§ **WHAT IS BEING ASKED**: Select, from the material below, each line with "pinky" in it.

§ **DATA TO PROCESS**:

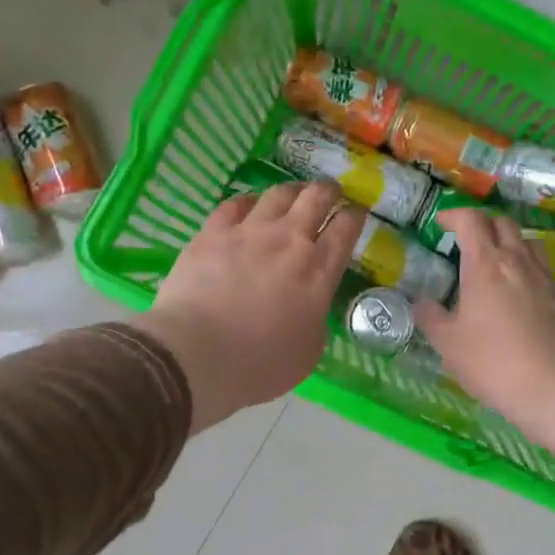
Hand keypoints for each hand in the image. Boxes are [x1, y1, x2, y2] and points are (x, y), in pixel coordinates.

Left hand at [140, 182, 364, 430]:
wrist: (197, 354)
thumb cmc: (259, 364)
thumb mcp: (309, 351)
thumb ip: (315, 318)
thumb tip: (310, 305)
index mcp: (319, 272)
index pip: (346, 230)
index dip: (355, 215)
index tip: (358, 211)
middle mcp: (289, 241)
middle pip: (316, 198)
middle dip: (329, 191)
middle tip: (331, 192)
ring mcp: (249, 232)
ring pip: (278, 193)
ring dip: (292, 190)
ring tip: (294, 193)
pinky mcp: (212, 232)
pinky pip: (235, 204)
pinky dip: (249, 201)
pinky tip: (249, 205)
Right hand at [416, 210, 554, 518]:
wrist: (550, 388)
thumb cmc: (491, 362)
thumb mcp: (448, 343)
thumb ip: (430, 317)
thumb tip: (422, 302)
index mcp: (485, 264)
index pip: (471, 220)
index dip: (454, 215)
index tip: (441, 223)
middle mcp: (516, 262)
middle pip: (503, 223)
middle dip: (482, 223)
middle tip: (466, 240)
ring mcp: (543, 278)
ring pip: (527, 242)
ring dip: (509, 241)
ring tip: (495, 260)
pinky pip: (541, 268)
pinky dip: (526, 266)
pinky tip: (518, 290)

§ **TASK ANSWER**:
pinky mcp: (212, 232)
pinky pip: (235, 204)
pinky dip: (249, 201)
pinky tip: (249, 205)
pinky pip: (541, 268)
pinky dip: (526, 266)
pinky tip: (518, 290)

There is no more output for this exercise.